▶ DATA TO EXAMINE
□ □ □ □
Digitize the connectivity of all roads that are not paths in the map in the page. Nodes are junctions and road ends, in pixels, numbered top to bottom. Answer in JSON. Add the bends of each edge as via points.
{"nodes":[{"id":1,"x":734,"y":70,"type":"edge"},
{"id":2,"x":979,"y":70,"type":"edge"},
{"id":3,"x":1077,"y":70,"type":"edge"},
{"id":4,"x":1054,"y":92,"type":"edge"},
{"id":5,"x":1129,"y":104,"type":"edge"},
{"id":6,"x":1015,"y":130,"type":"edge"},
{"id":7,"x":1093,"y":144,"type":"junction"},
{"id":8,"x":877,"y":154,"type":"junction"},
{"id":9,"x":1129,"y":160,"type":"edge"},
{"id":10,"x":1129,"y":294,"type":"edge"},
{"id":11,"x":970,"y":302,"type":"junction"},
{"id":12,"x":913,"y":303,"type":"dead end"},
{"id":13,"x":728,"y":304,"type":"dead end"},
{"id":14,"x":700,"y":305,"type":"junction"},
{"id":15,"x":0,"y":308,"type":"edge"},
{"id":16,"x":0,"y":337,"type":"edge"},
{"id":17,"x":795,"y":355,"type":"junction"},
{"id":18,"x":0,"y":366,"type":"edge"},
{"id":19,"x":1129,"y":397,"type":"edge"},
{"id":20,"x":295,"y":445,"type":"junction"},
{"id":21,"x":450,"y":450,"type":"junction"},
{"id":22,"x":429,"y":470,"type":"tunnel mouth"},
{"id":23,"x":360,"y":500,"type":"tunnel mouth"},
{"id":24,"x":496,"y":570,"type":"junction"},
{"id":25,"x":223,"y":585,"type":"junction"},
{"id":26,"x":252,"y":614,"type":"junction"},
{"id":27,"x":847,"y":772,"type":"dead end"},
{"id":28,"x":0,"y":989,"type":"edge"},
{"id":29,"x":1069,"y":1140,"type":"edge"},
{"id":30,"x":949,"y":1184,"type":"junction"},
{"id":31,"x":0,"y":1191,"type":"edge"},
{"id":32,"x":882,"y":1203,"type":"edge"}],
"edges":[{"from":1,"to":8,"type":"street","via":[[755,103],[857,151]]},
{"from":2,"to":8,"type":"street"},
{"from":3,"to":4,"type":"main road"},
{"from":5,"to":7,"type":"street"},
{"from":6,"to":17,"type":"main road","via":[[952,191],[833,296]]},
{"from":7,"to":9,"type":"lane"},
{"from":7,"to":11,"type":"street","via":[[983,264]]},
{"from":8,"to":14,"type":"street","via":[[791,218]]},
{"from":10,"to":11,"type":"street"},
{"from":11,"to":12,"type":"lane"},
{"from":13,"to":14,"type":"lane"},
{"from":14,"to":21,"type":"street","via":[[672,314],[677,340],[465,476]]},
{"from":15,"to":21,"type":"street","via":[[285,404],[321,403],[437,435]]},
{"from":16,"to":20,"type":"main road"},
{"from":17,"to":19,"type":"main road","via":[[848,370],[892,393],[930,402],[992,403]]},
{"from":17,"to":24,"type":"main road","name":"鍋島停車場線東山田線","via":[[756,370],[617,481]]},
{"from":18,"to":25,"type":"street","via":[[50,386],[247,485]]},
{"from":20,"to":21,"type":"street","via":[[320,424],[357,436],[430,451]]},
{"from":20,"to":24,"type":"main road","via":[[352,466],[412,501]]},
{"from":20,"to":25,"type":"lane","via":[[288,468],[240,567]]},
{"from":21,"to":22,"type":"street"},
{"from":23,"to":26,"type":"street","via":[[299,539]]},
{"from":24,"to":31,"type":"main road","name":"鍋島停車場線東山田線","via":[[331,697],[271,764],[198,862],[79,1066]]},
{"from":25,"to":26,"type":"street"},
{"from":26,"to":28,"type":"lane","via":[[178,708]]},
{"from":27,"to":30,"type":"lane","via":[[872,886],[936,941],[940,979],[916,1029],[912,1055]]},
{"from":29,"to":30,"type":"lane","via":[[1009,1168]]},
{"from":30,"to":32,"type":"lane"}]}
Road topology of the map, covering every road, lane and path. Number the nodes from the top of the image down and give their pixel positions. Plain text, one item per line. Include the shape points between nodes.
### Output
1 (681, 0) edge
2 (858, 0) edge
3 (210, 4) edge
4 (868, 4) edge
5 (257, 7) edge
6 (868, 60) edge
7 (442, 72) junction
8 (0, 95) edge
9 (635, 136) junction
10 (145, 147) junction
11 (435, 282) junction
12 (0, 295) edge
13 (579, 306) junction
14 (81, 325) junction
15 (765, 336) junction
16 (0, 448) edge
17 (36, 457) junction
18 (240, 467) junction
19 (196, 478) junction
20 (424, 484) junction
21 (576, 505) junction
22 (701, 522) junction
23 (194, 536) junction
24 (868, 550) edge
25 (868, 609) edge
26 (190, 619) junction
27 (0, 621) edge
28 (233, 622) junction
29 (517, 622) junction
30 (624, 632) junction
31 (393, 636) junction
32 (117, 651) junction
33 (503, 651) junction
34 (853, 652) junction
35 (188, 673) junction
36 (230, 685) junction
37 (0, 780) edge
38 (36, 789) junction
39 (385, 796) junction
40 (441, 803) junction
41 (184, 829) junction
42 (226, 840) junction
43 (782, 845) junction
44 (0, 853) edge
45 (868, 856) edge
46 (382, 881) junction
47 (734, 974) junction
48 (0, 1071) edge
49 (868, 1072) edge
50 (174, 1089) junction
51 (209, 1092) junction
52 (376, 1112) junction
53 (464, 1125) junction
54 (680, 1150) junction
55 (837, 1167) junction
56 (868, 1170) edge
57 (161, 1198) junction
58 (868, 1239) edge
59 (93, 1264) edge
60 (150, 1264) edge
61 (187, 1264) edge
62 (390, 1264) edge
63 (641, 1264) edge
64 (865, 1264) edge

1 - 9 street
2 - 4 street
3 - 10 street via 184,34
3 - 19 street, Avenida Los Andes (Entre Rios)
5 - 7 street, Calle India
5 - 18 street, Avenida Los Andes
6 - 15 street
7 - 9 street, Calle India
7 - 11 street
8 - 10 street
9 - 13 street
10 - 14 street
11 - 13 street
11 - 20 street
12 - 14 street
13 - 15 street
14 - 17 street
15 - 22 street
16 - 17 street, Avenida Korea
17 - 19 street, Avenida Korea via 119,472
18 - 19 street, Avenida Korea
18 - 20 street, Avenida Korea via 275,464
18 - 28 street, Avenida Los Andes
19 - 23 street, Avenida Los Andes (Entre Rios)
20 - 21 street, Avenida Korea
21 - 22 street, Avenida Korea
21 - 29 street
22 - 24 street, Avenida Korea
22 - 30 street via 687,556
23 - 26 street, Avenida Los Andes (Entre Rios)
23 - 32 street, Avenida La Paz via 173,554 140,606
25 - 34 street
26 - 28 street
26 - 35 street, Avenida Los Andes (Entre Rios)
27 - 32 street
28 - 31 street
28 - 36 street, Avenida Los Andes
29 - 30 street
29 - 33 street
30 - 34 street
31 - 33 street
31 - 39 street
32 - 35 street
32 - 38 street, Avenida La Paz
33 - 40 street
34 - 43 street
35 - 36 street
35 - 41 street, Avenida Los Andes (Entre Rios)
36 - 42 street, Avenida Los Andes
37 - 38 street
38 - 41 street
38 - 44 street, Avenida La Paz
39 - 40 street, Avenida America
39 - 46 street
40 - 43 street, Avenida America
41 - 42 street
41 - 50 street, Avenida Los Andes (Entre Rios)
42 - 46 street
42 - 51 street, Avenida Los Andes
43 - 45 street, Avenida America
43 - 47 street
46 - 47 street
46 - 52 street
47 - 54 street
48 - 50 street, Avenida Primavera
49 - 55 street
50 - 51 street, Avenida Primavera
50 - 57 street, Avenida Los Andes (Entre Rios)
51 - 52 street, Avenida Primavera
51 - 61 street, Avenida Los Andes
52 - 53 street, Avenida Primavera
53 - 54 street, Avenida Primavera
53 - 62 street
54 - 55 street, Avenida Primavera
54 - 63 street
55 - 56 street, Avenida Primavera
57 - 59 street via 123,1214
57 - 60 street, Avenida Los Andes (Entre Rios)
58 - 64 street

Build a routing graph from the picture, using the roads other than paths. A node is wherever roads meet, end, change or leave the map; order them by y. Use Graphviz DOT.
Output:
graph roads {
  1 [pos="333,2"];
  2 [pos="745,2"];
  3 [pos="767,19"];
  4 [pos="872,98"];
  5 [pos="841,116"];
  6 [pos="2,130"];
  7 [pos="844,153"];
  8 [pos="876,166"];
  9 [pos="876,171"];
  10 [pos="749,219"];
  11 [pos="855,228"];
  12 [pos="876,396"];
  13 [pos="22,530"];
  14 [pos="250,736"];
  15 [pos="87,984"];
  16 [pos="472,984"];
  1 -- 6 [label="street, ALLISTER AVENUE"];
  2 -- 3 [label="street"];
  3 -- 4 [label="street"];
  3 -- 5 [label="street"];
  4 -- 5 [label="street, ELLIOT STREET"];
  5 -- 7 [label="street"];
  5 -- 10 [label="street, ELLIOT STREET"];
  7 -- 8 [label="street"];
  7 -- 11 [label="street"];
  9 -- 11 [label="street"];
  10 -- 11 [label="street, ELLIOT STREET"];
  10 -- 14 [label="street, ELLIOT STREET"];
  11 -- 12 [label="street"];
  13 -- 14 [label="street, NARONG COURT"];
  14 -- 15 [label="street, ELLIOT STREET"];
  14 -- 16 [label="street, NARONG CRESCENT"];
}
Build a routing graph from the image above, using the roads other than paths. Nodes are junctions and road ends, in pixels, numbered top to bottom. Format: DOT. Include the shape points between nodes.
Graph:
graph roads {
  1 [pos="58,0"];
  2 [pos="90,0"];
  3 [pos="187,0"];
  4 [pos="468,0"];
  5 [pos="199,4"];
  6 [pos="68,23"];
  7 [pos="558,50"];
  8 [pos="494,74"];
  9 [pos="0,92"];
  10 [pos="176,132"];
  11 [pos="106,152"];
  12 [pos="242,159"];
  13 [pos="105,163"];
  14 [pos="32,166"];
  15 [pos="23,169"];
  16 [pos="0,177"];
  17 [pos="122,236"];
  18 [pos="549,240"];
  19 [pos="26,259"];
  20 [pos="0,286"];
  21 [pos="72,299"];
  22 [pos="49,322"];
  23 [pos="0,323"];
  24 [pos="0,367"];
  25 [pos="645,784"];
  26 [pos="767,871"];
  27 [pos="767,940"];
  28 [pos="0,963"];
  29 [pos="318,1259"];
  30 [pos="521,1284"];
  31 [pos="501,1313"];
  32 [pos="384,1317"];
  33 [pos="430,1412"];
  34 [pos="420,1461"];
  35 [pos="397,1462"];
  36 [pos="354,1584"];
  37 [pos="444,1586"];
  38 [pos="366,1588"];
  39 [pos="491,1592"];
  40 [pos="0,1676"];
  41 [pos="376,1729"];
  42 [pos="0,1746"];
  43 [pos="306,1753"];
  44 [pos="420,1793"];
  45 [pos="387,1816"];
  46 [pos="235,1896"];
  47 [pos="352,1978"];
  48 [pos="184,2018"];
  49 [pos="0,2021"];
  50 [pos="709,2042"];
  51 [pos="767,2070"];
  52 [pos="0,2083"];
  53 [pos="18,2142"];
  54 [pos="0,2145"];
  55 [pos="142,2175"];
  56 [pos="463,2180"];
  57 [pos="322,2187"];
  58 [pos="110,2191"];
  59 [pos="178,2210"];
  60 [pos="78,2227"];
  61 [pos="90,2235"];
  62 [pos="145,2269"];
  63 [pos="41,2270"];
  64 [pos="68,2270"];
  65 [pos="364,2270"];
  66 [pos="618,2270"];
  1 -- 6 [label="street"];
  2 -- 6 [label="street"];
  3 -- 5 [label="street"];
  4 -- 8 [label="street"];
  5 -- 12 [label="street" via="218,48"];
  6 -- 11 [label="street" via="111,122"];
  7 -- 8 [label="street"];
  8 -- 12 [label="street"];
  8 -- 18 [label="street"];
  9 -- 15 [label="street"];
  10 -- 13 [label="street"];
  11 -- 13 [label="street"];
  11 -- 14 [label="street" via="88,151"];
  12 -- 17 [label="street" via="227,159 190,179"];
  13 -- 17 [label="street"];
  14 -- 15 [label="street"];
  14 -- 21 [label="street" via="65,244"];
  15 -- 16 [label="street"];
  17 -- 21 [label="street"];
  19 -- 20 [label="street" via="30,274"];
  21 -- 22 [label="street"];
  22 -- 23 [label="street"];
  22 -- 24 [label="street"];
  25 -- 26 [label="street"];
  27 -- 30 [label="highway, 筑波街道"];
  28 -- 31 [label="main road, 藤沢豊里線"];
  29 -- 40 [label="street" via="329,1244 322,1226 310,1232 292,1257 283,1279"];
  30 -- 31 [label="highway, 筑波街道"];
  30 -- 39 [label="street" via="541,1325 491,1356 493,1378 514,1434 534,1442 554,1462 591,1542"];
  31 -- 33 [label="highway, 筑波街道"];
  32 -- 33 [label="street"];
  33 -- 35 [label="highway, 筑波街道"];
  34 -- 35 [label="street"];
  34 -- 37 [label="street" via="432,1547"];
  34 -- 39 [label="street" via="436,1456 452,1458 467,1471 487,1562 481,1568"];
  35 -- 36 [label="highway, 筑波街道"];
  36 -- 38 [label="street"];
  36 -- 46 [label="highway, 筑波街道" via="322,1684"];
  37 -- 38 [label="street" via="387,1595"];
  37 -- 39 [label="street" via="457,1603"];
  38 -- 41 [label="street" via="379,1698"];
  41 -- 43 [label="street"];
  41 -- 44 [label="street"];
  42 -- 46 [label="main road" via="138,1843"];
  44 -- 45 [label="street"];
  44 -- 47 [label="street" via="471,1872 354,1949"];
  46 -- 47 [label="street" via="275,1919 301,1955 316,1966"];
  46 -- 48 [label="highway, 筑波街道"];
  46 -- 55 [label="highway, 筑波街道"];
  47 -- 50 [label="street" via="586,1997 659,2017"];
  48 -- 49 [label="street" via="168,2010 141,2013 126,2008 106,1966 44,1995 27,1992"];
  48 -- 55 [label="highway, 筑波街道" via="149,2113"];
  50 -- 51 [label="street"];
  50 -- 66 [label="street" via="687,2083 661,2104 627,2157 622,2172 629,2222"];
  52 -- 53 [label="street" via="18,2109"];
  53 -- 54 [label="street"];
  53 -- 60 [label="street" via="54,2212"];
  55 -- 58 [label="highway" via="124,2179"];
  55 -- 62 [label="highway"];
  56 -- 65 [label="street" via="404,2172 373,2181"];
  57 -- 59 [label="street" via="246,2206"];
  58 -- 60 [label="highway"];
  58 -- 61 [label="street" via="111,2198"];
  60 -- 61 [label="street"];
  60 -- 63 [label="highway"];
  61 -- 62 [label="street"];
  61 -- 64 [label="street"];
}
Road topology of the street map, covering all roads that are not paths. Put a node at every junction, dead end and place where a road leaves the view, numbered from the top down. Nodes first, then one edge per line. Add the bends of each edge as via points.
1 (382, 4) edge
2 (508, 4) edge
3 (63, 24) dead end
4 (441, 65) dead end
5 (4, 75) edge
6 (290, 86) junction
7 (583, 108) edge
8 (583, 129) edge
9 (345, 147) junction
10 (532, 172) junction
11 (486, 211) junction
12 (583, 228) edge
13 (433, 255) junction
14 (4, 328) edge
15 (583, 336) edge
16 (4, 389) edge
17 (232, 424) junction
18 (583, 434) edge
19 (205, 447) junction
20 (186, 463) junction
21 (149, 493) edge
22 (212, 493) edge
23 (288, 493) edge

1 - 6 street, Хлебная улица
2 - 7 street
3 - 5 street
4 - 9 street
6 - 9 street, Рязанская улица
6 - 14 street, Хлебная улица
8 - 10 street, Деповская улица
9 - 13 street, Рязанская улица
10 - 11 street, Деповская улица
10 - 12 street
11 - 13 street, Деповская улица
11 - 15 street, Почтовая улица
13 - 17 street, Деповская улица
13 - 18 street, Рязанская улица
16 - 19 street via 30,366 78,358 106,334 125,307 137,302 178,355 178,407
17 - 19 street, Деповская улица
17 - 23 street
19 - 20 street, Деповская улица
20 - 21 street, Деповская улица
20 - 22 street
□ □ □ □
▶ WHAT YOU HAVE TO DO
How many lines of the entries contain "numbered"? Answer with a number alone.

▶ RESULT BELOW
3